**Activity**
Scan the data below for the string "bottom". Copy every line where it appears.
Data shown below:
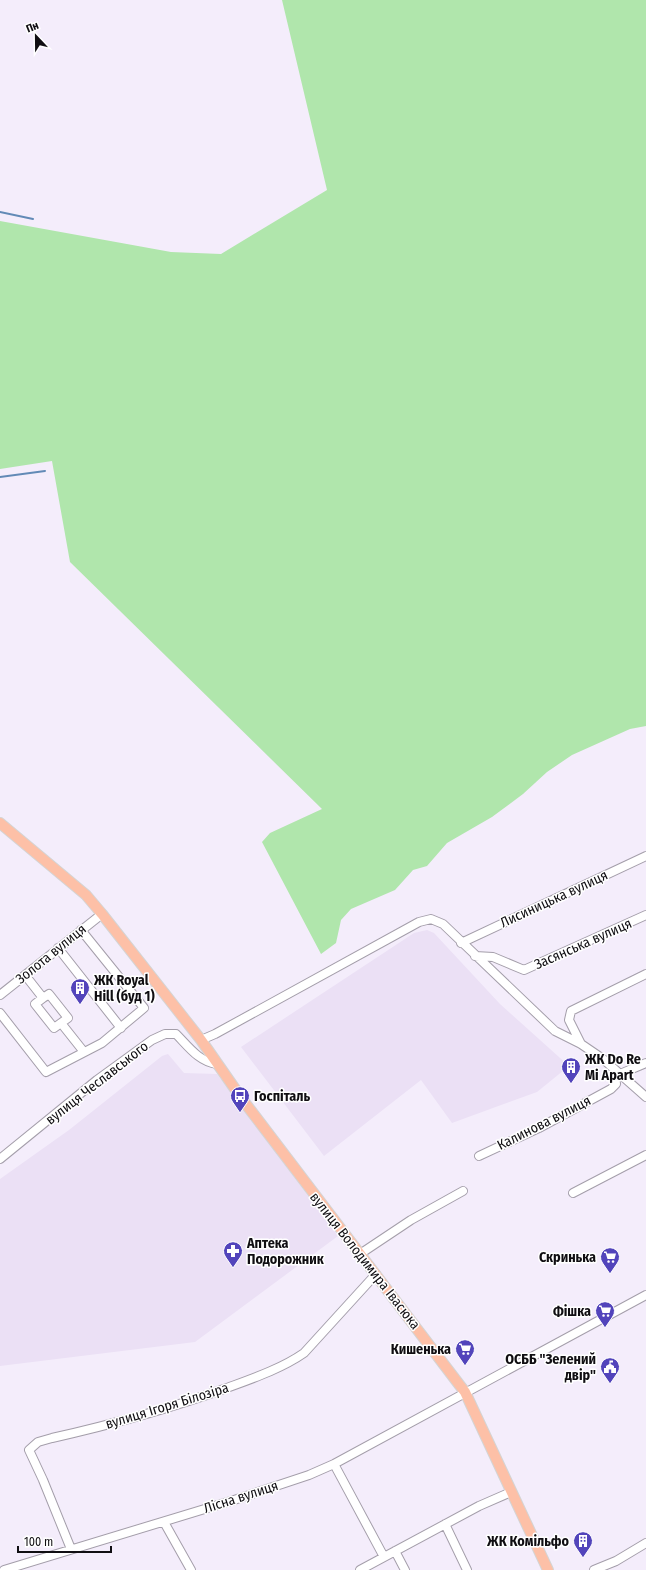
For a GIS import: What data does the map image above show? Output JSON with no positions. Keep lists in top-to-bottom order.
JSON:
{
  "streets": {
    "main road": ["вулиця Володимира Івасюка"],
    "street": [
      "Лисиницька вулиця",
      "Засянська вулиця",
      "Золота вулиця",
      "вулиця Чеславського",
      "Калинова вулиця",
      "вулиця Ігоря Білозіра",
      "Лісна вулиця"
    ]
  },
  "crossings": [
    ["Золота вулиця", "вулиця Володимира Івасюка"],
    ["вулиця Чеславського", "вулиця Володимира Івасюка"],
    ["вулиця Володимира Івасюка", "вулиця Ігоря Білозіра"],
    ["вулиця Володимира Івасюка", "Лісна вулиця"],
    ["вулиця Ігоря Білозіра", "Лісна вулиця"]
  ],
  "places": {
    "building": ["ЖК Royal Hill (буд 1)", "ЖК Do Re Mi Apart", "ЖК Комільфо"],
    "bus stop": ["Госпіталь"],
    "pharmacy": ["Аптека Подорожник"],
    "supermarket": ["Скринька", "Фішка", "Кишенька"],
    "public building": ["ОСББ \"Зелений двір\""]
  },
  "scale_bar": "100 m",
  "north": "top"
}
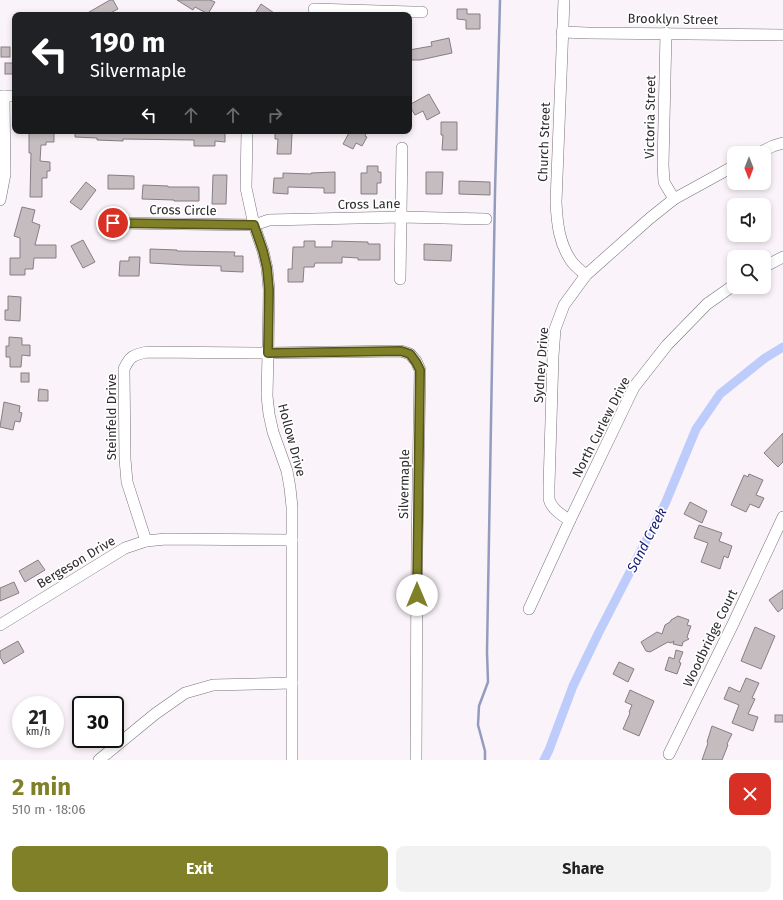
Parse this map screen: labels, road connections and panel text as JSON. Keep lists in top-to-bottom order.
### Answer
End of Data shown.
**Task result**
For a GIS import: What data does the map image above show? Output JSON with no positions. Keep lists in top-to-bottom order.
Parse this map screen: labels, road connections and panel text as JSON. Keep lists in top-to-bottom order.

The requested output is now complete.